With the Abee Glaucoma Tip, the surgeon has additional treatment zones, including within the anterior part of the angle. The heat generated at the tip (130ºC) is modulated by a 500-kHz current, providing high-frequency power dissipation only in the close vicinity of the tip.

CONCLUSION

Using a minimally invasive technique, HFDS is a viable solution for lowering IOP in patients with open-angle glaucoma. It can be combined with cataract surgery to reduce the number of surgical interventions in the same eye. One of the biggest benefits to this procedure is that it is performed nasally and/or inferiorly, allowing the surgeon to intervene with trabeculectomy or another conventional glaucoma treatment if further IOP-lowering effects are needed.

Bojan Pajic, MD, PhD, FEBO, is a Consultant in the Division of Ophthalmology, Department of Clinical Neurosciences, University Hospitals of Geneva, Switzerland, the Medical Director of the Swiss Eye Research Foundation, Eye Clinic ORASIS, Reinach, Switzerland, and a Surgeon and a member of the Board of Specialized Hospital VIDARORASIS Swiss at the Eye Hospital VIDAR-OASIS Swiss, University of Novi Sad, Faculty of Physics, Novi Sad, Serbia. Dr. Pajic states that he has no financial interest in the products or companies mentioned. He may be reached at email: bpajic@datacomm.ch.

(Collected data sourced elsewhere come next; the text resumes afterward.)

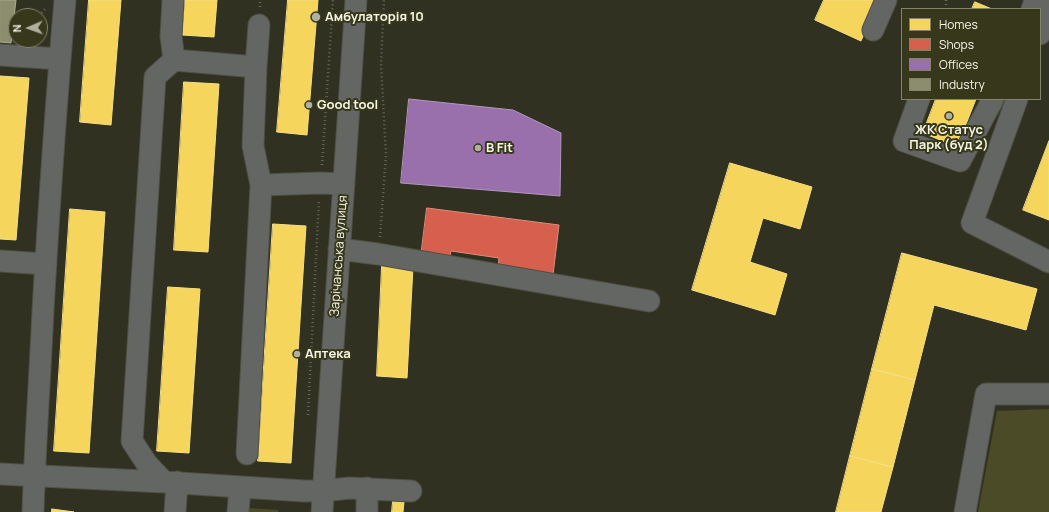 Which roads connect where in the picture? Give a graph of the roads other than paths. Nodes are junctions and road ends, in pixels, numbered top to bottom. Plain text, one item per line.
1 (65, 0) edge
2 (173, 0) edge
3 (356, 0) edge
4 (886, 0) edge
5 (1049, 9) edge
6 (259, 25) dead end
7 (873, 30) dead end
8 (1041, 31) edge
9 (0, 55) edge
10 (60, 59) junction
11 (174, 60) junction
12 (256, 67) junction
13 (919, 100) edge
14 (992, 100) edge
15 (1017, 100) edge
16 (344, 184) junction
17 (261, 185) junction
18 (339, 249) junction
19 (0, 261) edge
20 (1049, 262) edge
21 (46, 264) junction
22 (649, 301) dead end
23 (1049, 394) edge
24 (247, 454) dead end
25 (0, 474) edge
26 (34, 476) junction
27 (171, 482) junction
28 (240, 487) junction
29 (367, 488) junction
30 (323, 491) junction
31 (411, 491) dead end
32 (33, 512) edge
33 (175, 512) edge
34 (238, 512) edge
35 (322, 512) edge
36 (367, 512) edge
37 (965, 512) edge

1 - 10 street
2 - 11 street
3 - 16 street, Зарічанська вулиця
4 - 7 street
5 - 8 street
6 - 12 street
9 - 10 street
10 - 21 street
11 - 12 street
11 - 27 street
12 - 17 street
13 - 14 street
15 - 20 street
16 - 17 street
16 - 18 street, Зарічанська вулиця
17 - 24 street
18 - 22 street
18 - 30 street, Зарічанська вулиця
19 - 21 street
21 - 26 street
23 - 37 street
25 - 26 street
26 - 27 street
26 - 32 street
27 - 28 street
27 - 33 street
28 - 30 street
28 - 34 street
29 - 30 street
29 - 31 street
29 - 36 street
30 - 35 street, Зарічанська вулиця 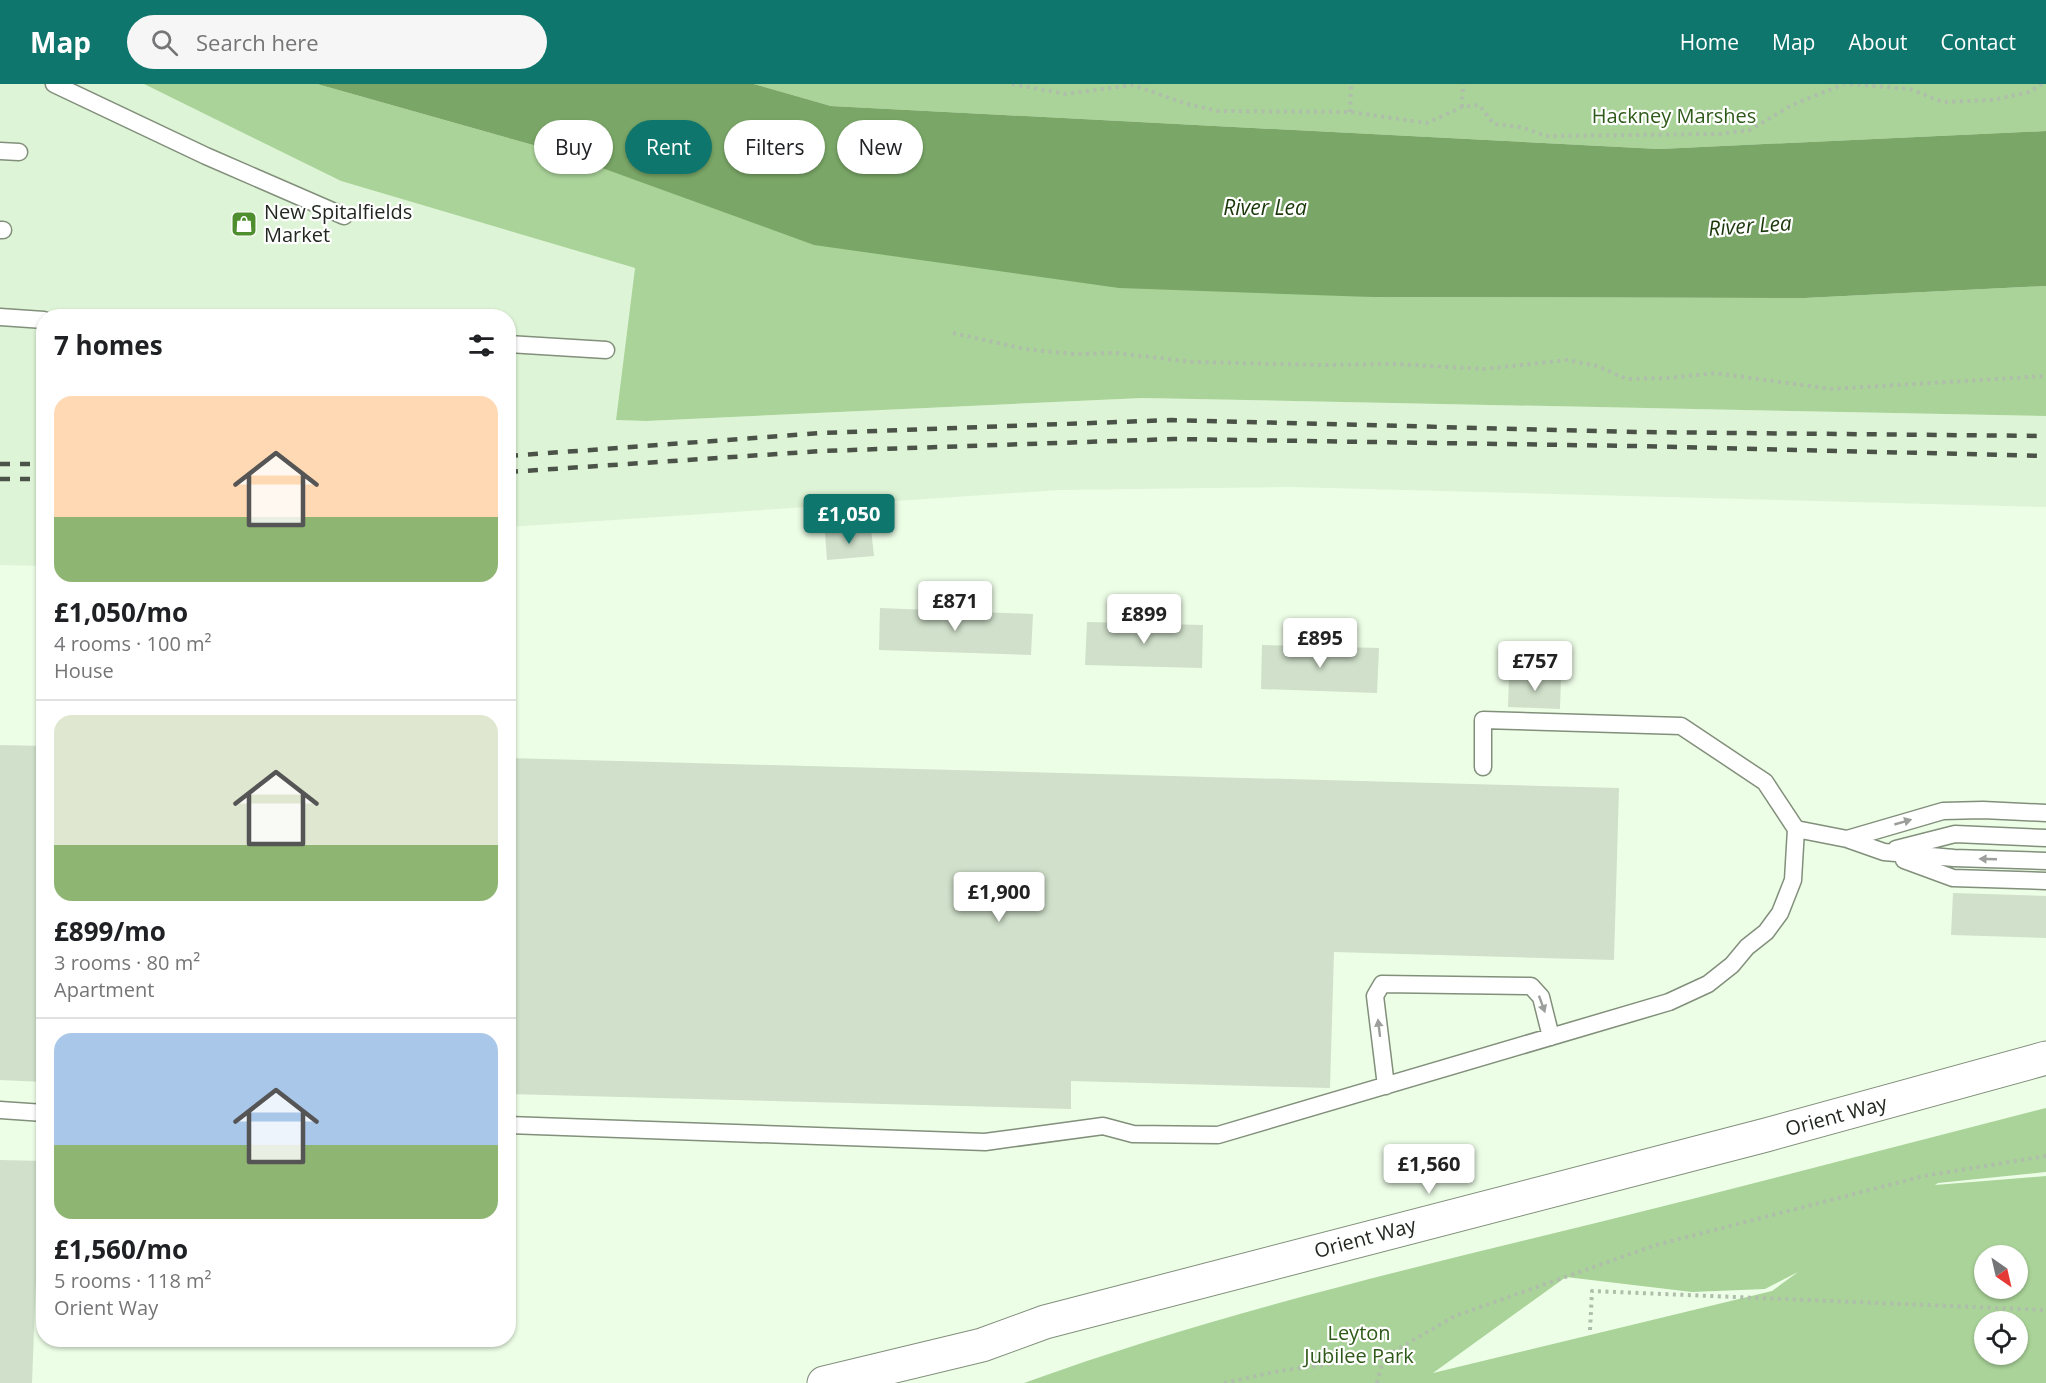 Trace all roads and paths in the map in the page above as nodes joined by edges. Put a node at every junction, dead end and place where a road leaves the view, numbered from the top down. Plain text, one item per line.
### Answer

WATCH IT NOW AT WWW.EYETUBE.NET

Using your smartphone, photograph the QR code to watch the video on Eyetube. If you do not have a QR reader on your phone, you can download one at www.getscanlife.com.
direct link to video:
http://eyetube.net/?v=mefun

TAKE-HOME MESSAGE

• HFDS triggers an outflow of fluid through the trabecular meshwork and into Schlemm canal.
• HFDS avoids bleb formation and fibroblast movement toward the area of the sclerotomy.
• One challenge with the procedure is that it is performed nasally while looking temporally at the four-mirror gonioscopic lens.